Below is a sample snapshot of a small program with 3 projects. Using Confluence’s graphical indicators, I can assess each project’s health in terms of status, schedule, budget, issues, and risks with one glance.
If I click on the project title, I can drill down to the specific status report for further analysis. The benefit of this solution is that program managers can roll up individual status reports into summary-level reports. If the underlying status report changes, the dashboard is automatically updated. To create a project portfolio dashboard, follow these steps:
Step 1: Create individual status reports
Step 1.1 Create a table in Confluence and format using the heading column icon.
The table can mimic the fields on your company’s current status report template. Confluence is flexible, so feel free to modify the format as necessary. Status can be entered just by typing text or content in the cells. If you want to tag someone, use the @ sign shortcut and tag them. If you’re going to specify a date, use the // shortcut key.
Below is the sample status report.
Step 1.2 To add the Status indicators, click the Insert Macro icon in the toolbar and insert the Status macro.
Format the macro with the desired text and colors.
Step 1.3 Insert a Page Properties container
You’ll insert a Page Properties macro below the status report. It is okay if it appears below the status report since you’ll be cutting and pasting the table into the container in the next step.
Step 1.4 Cut and paste the table into the Page Properties container
Step 1.5 Add a label called “status” to the page
Adding a label is easy. Assuming you’re in edit mode, click on the tag icon after the page title.
If you’re not in edit mode, you can always press “L” and the same label dialogue will appear.

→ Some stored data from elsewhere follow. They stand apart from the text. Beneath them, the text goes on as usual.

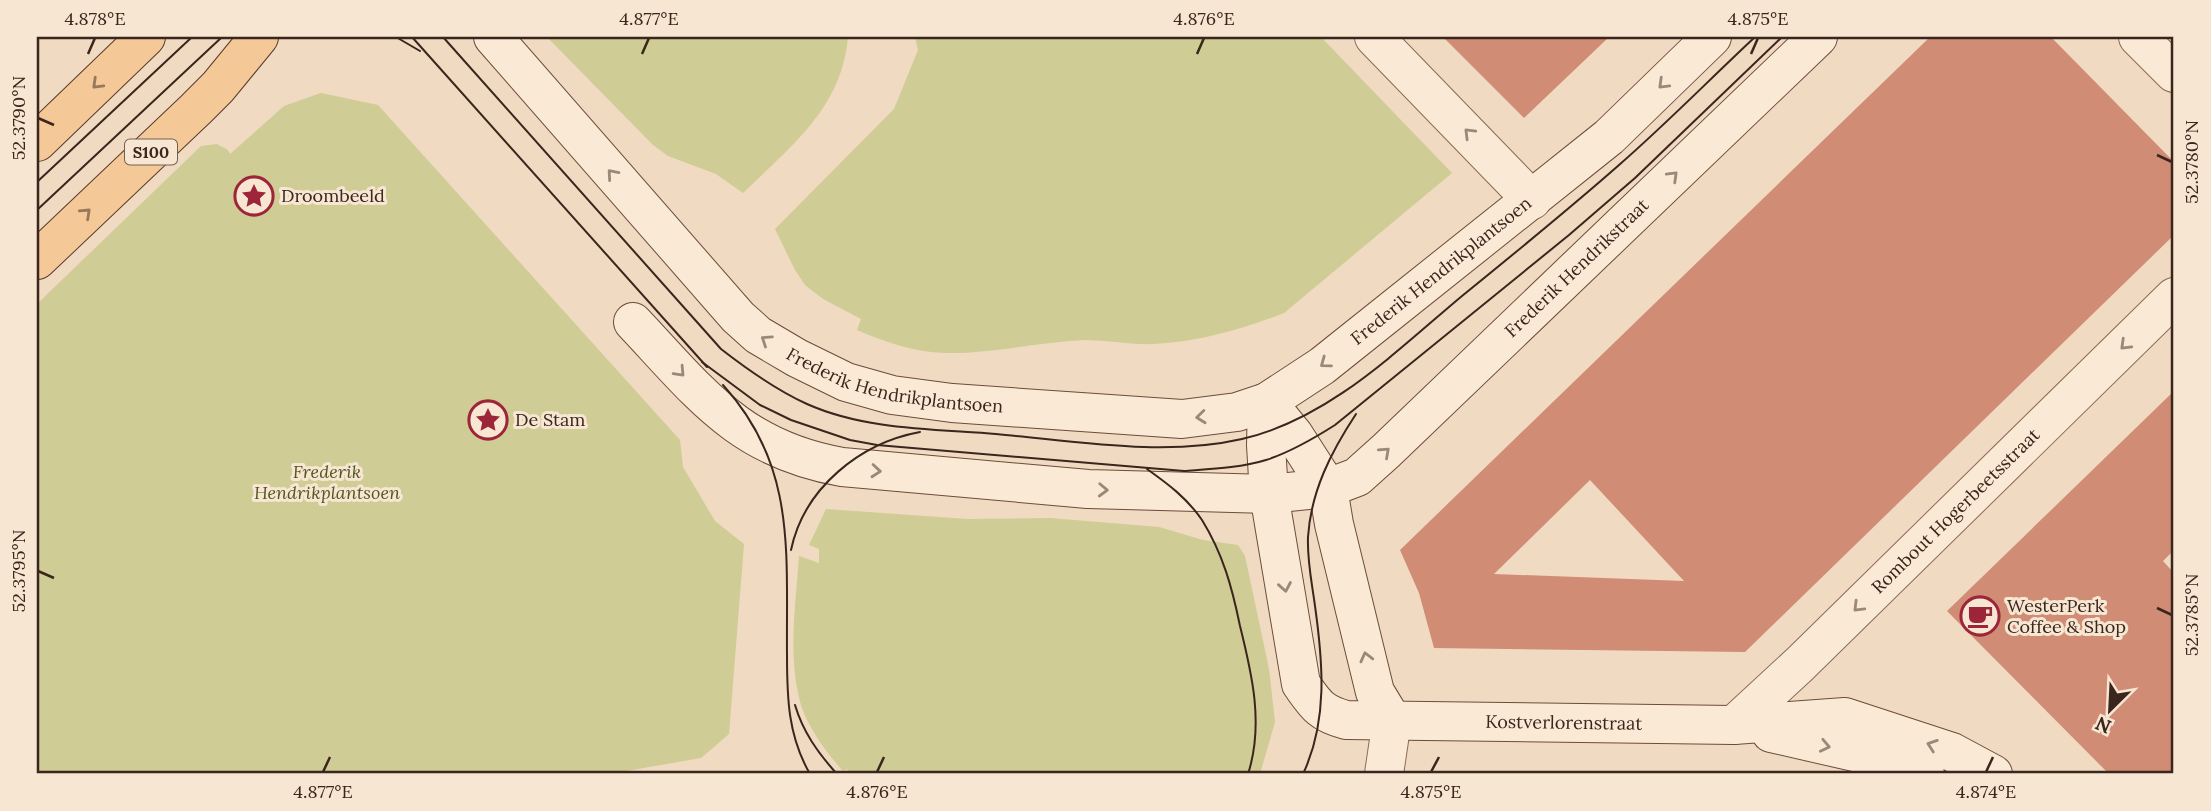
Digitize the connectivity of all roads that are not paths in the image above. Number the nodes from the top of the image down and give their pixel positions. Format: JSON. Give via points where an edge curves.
{"nodes":[{"id":1,"x":146,"y":37,"type":"edge"},
{"id":2,"x":259,"y":37,"type":"edge"},
{"id":3,"x":493,"y":37,"type":"edge"},
{"id":4,"x":1374,"y":37,"type":"edge"},
{"id":5,"x":1712,"y":37,"type":"edge"},
{"id":6,"x":1818,"y":37,"type":"edge"},
{"id":7,"x":2138,"y":37,"type":"edge"},
{"id":8,"x":2174,"y":73,"type":"edge"},
{"id":9,"x":37,"y":142,"type":"edge"},
{"id":10,"x":1532,"y":200,"type":"junction"},
{"id":11,"x":37,"y":260,"type":"edge"},
{"id":12,"x":2174,"y":297,"type":"edge"},
{"id":13,"x":633,"y":322,"type":"dead end"},
{"id":14,"x":1267,"y":401,"type":"junction"},
{"id":15,"x":1328,"y":488,"type":"junction"},
{"id":16,"x":1269,"y":494,"type":"junction"},
{"id":17,"x":1392,"y":720,"type":"junction"},
{"id":18,"x":1734,"y":724,"type":"junction"},
{"id":19,"x":1384,"y":774,"type":"edge"},
{"id":20,"x":1925,"y":774,"type":"edge"},
{"id":21,"x":1993,"y":774,"type":"edge"}],
"edges":[{"from":1,"to":9,"type":"main road","one_way":true},
{"from":11,"to":2,"type":"main road","number":"S100","one_way":true,"via":[[204,102]]},
{"from":14,"to":3,"type":"street","name":"Frederik Hendrikplantsoen","one_way":true,"via":[[1237,412],[1182,419],[921,399],[846,382],[775,346],[746,325]]},
{"from":10,"to":4,"type":"street","name":"Frederik Hendrikplantsoen","one_way":true},
{"from":5,"to":10,"type":"street","one_way":true,"via":[[1609,137]]},
{"from":15,"to":6,"type":"street","name":"Frederik Hendrikstraat","one_way":true,"via":[[1357,477],[1386,451]]},
{"from":7,"to":8,"type":"street"},
{"from":10,"to":14,"type":"street","name":"Frederik Hendrikplantsoen","one_way":true,"via":[[1322,366]]},
{"from":12,"to":18,"type":"street","name":"Rombout Hogerbeetsstraat","one_way":true},
{"from":13,"to":16,"type":"street","one_way":true,"via":[[733,423],[780,450],[817,463],[1088,489]]},
{"from":14,"to":15,"type":"street"},
{"from":14,"to":16,"type":"street"},
{"from":15,"to":16,"type":"street"},
{"from":17,"to":15,"type":"street","one_way":true,"via":[[1375,692]]},
{"from":16,"to":17,"type":"street","one_way":true,"via":[[1301,684],[1330,716]]},
{"from":17,"to":18,"type":"street","name":"Kostverlorenstraat"},
{"from":17,"to":19,"type":"street"},
{"from":18,"to":20,"type":"street","name":"Kostverlorenstraat","one_way":true,"via":[[1863,754]]},
{"from":21,"to":18,"type":"street","name":"Kostverlorenstraat","one_way":true,"via":[[1952,752],[1845,718]]}]}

Step 1.6 Enter the word “status” for the label, press add, close the dialog box and save the page.
Congratulations—you’ve created your first status report template. If you think you’ll be rolling out this template throughout the organization, you’ll want to create a global page template in Confluence so others can benefit from your hard work.
Step 1.7 Repeat creating status reports for every workstream or project in the program or portfolio
It quickly becomes a copy-and-paste exercise!

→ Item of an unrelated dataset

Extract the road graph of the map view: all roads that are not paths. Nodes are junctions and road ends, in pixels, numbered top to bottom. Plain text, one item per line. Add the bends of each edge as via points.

Step 2 Create the Portfolio Page
After creating the individual project status report pages, you want to create a portfolio page that displays the summary view of individual status reports. I prefer to keep all status reports in a single-page hierarchy, but you could distribute this template across Confluence pages and spaces and still develop a portfolio view across multiple pages.

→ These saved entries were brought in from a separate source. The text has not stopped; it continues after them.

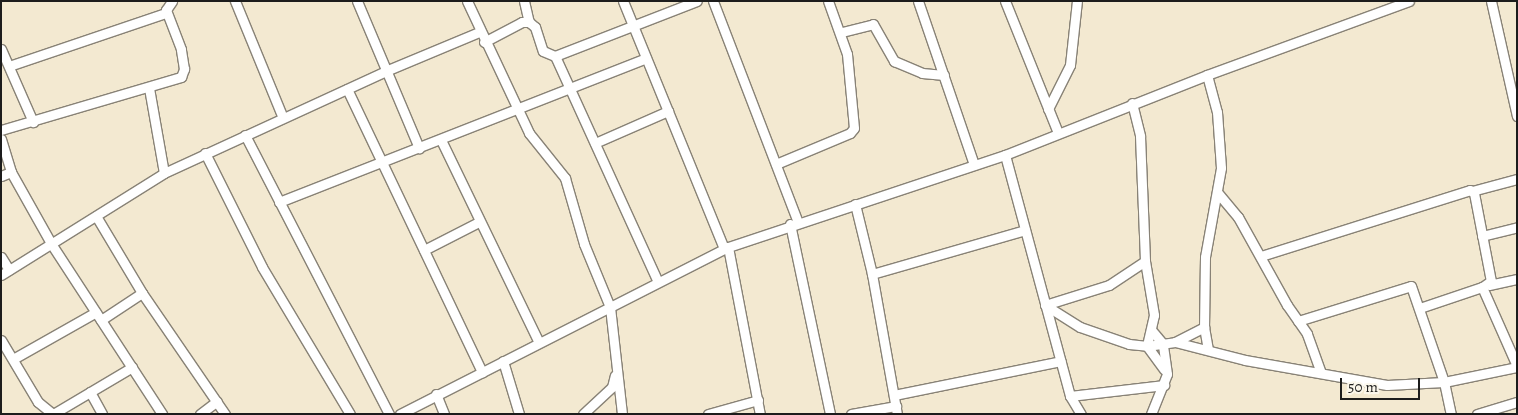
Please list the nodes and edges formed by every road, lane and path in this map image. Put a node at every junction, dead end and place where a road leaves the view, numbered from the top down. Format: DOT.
graph roads {
  1 [pos="172,1"];
  2 [pos="235,1"];
  3 [pos="357,1"];
  4 [pos="467,1"];
  5 [pos="524,1"];
  6 [pos="623,1"];
  7 [pos="714,1"];
  8 [pos="828,1"];
  9 [pos="918,1"];
  10 [pos="1005,1"];
  11 [pos="1076,1"];
  12 [pos="1409,1"];
  13 [pos="1491,1"];
  14 [pos="691,2"];
  15 [pos="166,13"];
  16 [pos="529,22"];
  17 [pos="632,25"];
  18 [pos="479,32"];
  19 [pos="842,32"];
  20 [pos="484,42"];
  21 [pos="1,49"];
  22 [pos="555,56"];
  23 [pos="646,58"];
  24 [pos="9,66"];
  25 [pos="388,70"];
  26 [pos="944,75"];
  27 [pos="1207,75"];
  28 [pos="571,86"];
  29 [pos="149,88"];
  30 [pos="347,88"];
  31 [pos="1132,104"];
  32 [pos="1048,109"];
  33 [pos="518,110"];
  34 [pos="668,111"];
  35 [pos="1517,116"];
  36 [pos="283,118"];
  37 [pos="33,122"];
  38 [pos="1,130"];
  39 [pos="1058,133"];
  40 [pos="245,135"];
  41 [pos="1,139"];
  42 [pos="441,140"];
  43 [pos="596,143"];
  44 [pos="419,148"];
  45 [pos="205,153"];
  46 [pos="1005,155"];
  47 [pos="382,162"];
  48 [pos="776,164"];
  49 [pos="974,165"];
  50 [pos="11,172"];
  51 [pos="164,173"];
  52 [pos="1,176"];
  53 [pos="1517,178"];
  54 [pos="1472,191"];
  55 [pos="1217,192"];
  56 [pos="279,202"];
  57 [pos="855,204"];
  58 [pos="96,216"];
  59 [pos="479,222"];
  60 [pos="794,223"];
  61 [pos="1517,227"];
  62 [pos="1025,230"];
  63 [pos="1482,236"];
  64 [pos="52,245"];
  65 [pos="726,247"];
  66 [pos="424,250"];
  67 [pos="1261,256"];
  68 [pos="1,258"];
  69 [pos="1145,261"];
  70 [pos="5,273"];
  71 [pos="872,274"];
  72 [pos="1517,279"];
  73 [pos="657,280"];
  74 [pos="1485,286"];
  75 [pos="142,293"];
  76 [pos="1045,305"];
  77 [pos="610,306"];
  78 [pos="1420,308"];
  79 [pos="99,316"];
  80 [pos="1298,321"];
  81 [pos="1204,327"];
  82 [pos="1152,331"];
  83 [pos="1,340"];
  84 [pos="1175,342"];
  85 [pos="539,343"];
  86 [pos="1163,344"];
  87 [pos="1147,346"];
  88 [pos="1208,350"];
  89 [pos="13,359"];
  90 [pos="503,361"];
  91 [pos="1061,361"];
  92 [pos="132,367"];
  93 [pos="1517,367"];
  94 [pos="617,368"];
  95 [pos="482,372"];
  96 [pos="1320,373"];
  97 [pos="1166,374"];
  98 [pos="1444,382"];
  99 [pos="1164,385"];
  100 [pos="90,392"];
  101 [pos="436,394"];
  102 [pos="894,396"];
  103 [pos="1070,396"];
  104 [pos="758,400"];
  105 [pos="217,401"];
  106 [pos="1517,402"];
  107 [pos="897,410"];
  108 [pos="102,414"];
  109 [pos="162,414"];
  110 [pos="200,414"];
  111 [pos="225,414"];
  112 [pos="350,414"];
  113 [pos="389,414"];
  114 [pos="400,414"];
  115 [pos="444,414"];
  116 [pos="519,414"];
  117 [pos="583,414"];
  118 [pos="622,414"];
  119 [pos="708,414"];
  120 [pos="760,414"];
  121 [pos="830,414"];
  122 [pos="851,414"];
  123 [pos="1081,414"];
  124 [pos="1151,414"];
  125 [pos="1451,414"];
  126 [pos="1477,414"];
  1 -- 15 [label="street"];
  2 -- 36 [label="street"];
  3 -- 25 [label="street"];
  4 -- 18 [label="street"];
  5 -- 16 [label="street"];
  6 -- 17 [label="street"];
  7 -- 48 [label="street"];
  8 -- 19 [label="street"];
  9 -- 26 [label="street"];
  10 -- 32 [label="street"];
  11 -- 32 [label="street"];
  12 -- 27 [label="street"];
  13 -- 35 [label="street"];
  14 -- 17 [label="street"];
  15 -- 24 [label="street"];
  15 -- 29 [label="street"];
  16 -- 20 [label="street"];
  16 -- 22 [label="street"];
  17 -- 22 [label="street"];
  17 -- 23 [label="street"];
  18 -- 20 [label="street"];
  18 -- 25 [label="street"];
  19 -- 26 [label="street"];
  19 -- 48 [label="street"];
  20 -- 33 [label="street"];
  21 -- 24 [label="street"];
  22 -- 28 [label="street"];
  23 -- 28 [label="street"];
  23 -- 34 [label="street"];
  24 -- 37 [label="street"];
  25 -- 30 [label="street"];
  25 -- 44 [label="street"];
  26 -- 49 [label="street"];
  27 -- 31 [label="street"];
  27 -- 55 [label="street"];
  28 -- 33 [label="street"];
  28 -- 43 [label="street"];
  29 -- 37 [label="street"];
  29 -- 51 [label="street"];
  30 -- 36 [label="street"];
  30 -- 47 [label="street"];
  31 -- 39 [label="street"];
  31 -- 69 [label="street"];
  32 -- 39 [label="street"];
  33 -- 42 [label="street"];
  33 -- 77 [label="street"];
  34 -- 43 [label="street"];
  34 -- 65 [label="street"];
  36 -- 40 [label="street"];
  37 -- 38 [label="street"];
  39 -- 46 [label="street"];
  40 -- 45 [label="street"];
  40 -- 56 [label="street"];
  41 -- 50 [label="street"];
  42 -- 44 [label="street"];
  42 -- 59 [label="street"];
  43 -- 73 [label="street"];
  44 -- 47 [label="street"];
  45 -- 51 [label="street"];
  45 -- 112 [label="street"];
  46 -- 49 [label="street"];
  46 -- 62 [label="street"];
  47 -- 56 [label="street"];
  47 -- 66 [label="street"];
  48 -- 60 [label="street"];
  49 -- 57 [label="street"];
  50 -- 52 [label="street"];
  50 -- 64 [label="street"];
  51 -- 58 [label="street"];
  53 -- 54 [label="street"];
  54 -- 63 [label="street"];
  54 -- 67 [label="street"];
  55 -- 67 [label="street"];
  55 -- 81 [label="street"];
  56 -- 113 [label="street"];
  57 -- 60 [label="street"];
  57 -- 71 [label="street"];
  58 -- 64 [label="street"];
  58 -- 75 [label="street"];
  59 -- 66 [label="street"];
  59 -- 85 [label="street"];
  60 -- 65 [label="street"];
  60 -- 121 [label="street"];
  61 -- 63 [label="street"];
  62 -- 71 [label="street"];
  62 -- 76 [label="street"];
  63 -- 74 [label="street"];
  64 -- 70 [label="street"];
  64 -- 79 [label="street"];
  65 -- 73 [label="street"];
  65 -- 104 [label="street"];
  66 -- 95 [label="street"];
  67 -- 80 [label="street"];
  68 -- 70 [label="street"];
  69 -- 76 [label="street"];
  69 -- 82 [label="street"];
  71 -- 102 [label="street"];
  72 -- 74 [label="street"];
  73 -- 77 [label="street"];
  74 -- 78 [label="street"];
  74 -- 93 [label="street"];
  75 -- 79 [label="street"];
  75 -- 105 [label="street"];
  76 -- 87 [label="street"];
  76 -- 91 [label="street"];
  77 -- 85 [label="street"];
  77 -- 94 [label="street"];
  78 -- 80 [label="street"];
  78 -- 98 [label="street"];
  79 -- 89 [label="street"];
  79 -- 92 [label="street"];
  80 -- 96 [label="street"];
  81 -- 84 [label="street"];
  81 -- 88 [label="street"];
  82 -- 86 [label="street"];
  82 -- 87 [label="street"];
  83 -- 89 [label="street"];
  84 -- 86 [label="street"];
  84 -- 88 [label="street"];
  85 -- 90 [label="street"];
  86 -- 87 [label="street"];
  86 -- 97 [label="street"];
  87 -- 97 [label="street"];
  88 -- 96 [label="street"];
  89 -- 100 [label="street"];
  90 -- 95 [label="street"];
  90 -- 116 [label="street"];
  91 -- 102 [label="street"];
  91 -- 103 [label="street"];
  92 -- 100 [label="street"];
  92 -- 109 [label="street"];
  93 -- 98 [label="street"];
  94 -- 117 [label="street"];
  94 -- 118 [label="street"];
  95 -- 101 [label="street"];
  96 -- 98 [label="street"];
  97 -- 99 [label="street"];
  98 -- 125 [label="street"];
  99 -- 103 [label="street"];
  99 -- 124 [label="street"];
  100 -- 108 [label="street"];
  101 -- 114 [label="street"];
  101 -- 115 [label="street"];
  102 -- 107 [label="street"];
  103 -- 123 [label="street"];
  104 -- 119 [label="street"];
  104 -- 120 [label="street"];
  105 -- 110 [label="street"];
  105 -- 111 [label="street"];
  106 -- 126 [label="street"];
  107 -- 122 [label="street"];
}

Step 2.1 Insert a Page Properties Report Macro
The Page Properties macro displays a table of pages that contain the Page Properties macro and a specific label. The table links to each page and displays specific columns from the status report.
Step 2.2. Enter the label “status”
The report must be tailored only to include specific columns on the portfolio status page.
Step 2.3 Click Options – Show and enter the following columns: Launch Date, Phase, Overall Status, Schedule, Budget, Issues, Risks
If you have many reports, you can limit the number of items displayed by providing a numeric value. I would also like to sort by launch date. Click the Preview icon to refresh the report summary.
Step 2.4 Click Save to Close the dialogue and Save the page
Step 3 Review the completed Dashboard
With a few clicks, you’ve generated a complete portfolio dashboard with the key traffic light indicators. Remember any row in the status report can be pulled into the summary view by simply typing the field name in the Page Properties report.
It may not seem like much, but getting real-time visibility into a portfolio instead of consolidating PowerPoint-driven status reports or having to resend a new status report with a last-minute change is a time saver. Imagine the time saved if you were running a PMO and had to review 60 projects each week.
In my next Confluence tutorial, I’ll show you how to track a list of action items for headache free meeting minutes!
Great article and helps me with something I’m trying to solve at present. Question – how do you track status reports over time? This solution appears to only have one continually updated status page per project…. how do you see last week’s or last month’s for example within Confluence and still have only the latest status published at the portfolio level?